Collected data entries:
Content starts
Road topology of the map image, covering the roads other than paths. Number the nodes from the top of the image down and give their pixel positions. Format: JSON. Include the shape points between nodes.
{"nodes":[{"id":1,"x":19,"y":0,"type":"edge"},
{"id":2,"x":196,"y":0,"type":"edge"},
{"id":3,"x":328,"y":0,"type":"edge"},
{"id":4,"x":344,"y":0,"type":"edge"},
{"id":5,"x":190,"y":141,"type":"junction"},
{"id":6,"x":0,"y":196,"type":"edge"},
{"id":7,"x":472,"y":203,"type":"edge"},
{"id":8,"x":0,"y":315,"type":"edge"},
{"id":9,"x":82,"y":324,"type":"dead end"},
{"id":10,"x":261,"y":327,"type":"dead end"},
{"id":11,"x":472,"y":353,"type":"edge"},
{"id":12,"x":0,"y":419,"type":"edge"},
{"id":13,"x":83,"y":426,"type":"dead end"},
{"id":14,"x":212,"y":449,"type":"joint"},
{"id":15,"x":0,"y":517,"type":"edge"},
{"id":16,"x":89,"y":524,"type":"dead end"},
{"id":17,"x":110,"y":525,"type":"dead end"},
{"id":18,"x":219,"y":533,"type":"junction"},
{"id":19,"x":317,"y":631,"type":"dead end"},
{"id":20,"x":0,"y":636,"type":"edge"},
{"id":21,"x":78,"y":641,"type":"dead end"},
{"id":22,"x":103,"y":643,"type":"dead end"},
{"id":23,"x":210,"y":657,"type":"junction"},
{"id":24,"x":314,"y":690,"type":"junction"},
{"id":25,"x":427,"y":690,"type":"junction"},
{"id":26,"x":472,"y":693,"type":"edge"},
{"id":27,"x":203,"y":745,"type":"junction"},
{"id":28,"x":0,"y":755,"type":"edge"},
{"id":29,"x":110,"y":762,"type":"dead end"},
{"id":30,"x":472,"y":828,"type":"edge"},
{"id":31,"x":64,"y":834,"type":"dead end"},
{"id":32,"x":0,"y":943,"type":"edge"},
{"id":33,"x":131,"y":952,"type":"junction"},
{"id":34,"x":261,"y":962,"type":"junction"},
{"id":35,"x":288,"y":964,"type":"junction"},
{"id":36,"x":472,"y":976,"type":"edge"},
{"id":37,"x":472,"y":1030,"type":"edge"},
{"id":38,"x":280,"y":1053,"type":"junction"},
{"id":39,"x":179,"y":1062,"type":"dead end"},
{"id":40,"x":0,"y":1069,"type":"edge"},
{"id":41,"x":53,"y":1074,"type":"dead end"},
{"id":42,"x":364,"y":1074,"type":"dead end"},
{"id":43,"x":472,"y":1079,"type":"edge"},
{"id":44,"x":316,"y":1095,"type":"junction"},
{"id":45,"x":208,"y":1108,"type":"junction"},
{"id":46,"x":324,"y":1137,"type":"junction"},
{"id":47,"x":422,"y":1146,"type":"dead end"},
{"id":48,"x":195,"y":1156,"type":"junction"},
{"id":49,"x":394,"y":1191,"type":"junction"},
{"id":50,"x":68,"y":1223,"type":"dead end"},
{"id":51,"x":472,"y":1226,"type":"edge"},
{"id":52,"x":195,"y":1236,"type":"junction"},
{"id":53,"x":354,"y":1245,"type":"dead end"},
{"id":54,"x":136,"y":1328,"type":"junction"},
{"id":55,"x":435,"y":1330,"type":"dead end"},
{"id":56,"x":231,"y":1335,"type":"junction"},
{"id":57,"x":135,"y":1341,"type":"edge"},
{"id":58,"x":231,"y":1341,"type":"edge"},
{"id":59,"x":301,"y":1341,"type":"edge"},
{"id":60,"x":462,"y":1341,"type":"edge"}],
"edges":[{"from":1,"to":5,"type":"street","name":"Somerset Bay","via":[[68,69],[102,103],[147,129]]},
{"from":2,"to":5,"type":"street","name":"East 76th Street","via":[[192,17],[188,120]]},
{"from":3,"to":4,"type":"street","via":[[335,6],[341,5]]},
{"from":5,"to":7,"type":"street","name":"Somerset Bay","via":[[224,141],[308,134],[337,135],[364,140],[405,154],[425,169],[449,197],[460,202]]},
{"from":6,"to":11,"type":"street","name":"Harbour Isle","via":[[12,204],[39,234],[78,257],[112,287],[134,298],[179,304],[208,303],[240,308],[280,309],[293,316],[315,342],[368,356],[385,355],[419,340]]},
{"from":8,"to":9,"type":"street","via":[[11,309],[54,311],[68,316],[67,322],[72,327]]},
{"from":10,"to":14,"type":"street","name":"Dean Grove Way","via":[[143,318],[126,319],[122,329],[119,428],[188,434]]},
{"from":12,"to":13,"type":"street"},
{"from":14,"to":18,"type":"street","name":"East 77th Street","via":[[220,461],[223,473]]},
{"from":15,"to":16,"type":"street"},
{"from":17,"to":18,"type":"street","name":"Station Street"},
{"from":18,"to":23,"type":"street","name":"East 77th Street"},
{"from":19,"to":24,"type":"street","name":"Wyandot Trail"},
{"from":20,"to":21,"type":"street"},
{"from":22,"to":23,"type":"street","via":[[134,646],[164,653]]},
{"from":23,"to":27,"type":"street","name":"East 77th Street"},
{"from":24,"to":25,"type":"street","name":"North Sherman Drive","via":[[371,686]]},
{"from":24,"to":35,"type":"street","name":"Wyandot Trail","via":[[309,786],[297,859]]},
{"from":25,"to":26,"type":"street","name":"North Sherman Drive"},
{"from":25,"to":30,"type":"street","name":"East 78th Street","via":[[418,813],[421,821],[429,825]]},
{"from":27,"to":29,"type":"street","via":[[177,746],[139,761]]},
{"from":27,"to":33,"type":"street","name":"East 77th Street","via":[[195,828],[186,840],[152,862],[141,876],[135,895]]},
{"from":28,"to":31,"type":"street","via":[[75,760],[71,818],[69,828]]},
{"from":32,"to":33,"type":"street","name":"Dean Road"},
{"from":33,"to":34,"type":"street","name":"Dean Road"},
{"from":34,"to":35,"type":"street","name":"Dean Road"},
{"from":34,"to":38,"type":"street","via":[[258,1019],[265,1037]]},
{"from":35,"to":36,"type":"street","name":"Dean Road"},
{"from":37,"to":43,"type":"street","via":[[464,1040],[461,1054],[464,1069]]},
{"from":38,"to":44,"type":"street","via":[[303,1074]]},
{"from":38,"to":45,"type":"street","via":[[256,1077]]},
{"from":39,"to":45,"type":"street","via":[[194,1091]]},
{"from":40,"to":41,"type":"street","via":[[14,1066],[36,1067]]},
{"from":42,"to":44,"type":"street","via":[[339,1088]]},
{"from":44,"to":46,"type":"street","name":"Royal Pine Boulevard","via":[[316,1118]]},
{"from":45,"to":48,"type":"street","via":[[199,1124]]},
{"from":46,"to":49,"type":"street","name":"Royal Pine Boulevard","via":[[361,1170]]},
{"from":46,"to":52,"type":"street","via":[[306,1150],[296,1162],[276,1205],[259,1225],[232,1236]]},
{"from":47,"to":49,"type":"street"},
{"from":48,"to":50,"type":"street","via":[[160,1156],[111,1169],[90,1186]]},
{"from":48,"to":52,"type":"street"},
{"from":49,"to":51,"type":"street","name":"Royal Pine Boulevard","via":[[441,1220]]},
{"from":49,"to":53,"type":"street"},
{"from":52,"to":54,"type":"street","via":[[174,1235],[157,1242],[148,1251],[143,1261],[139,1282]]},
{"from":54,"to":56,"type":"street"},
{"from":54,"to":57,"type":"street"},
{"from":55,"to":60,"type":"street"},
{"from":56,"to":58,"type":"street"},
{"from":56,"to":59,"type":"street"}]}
Content ends
EXERCISE:
Filter the data for the string "nodes". Copy each matching line.

FINAL ANSWER:
Road topology of the map image, covering the roads other than paths. Number the nodes from the top of the image down and give their pixel positions. Format: JSON. Include the shape points between nodes.
{"nodes":[{"id":1,"x":19,"y":0,"type":"edge"},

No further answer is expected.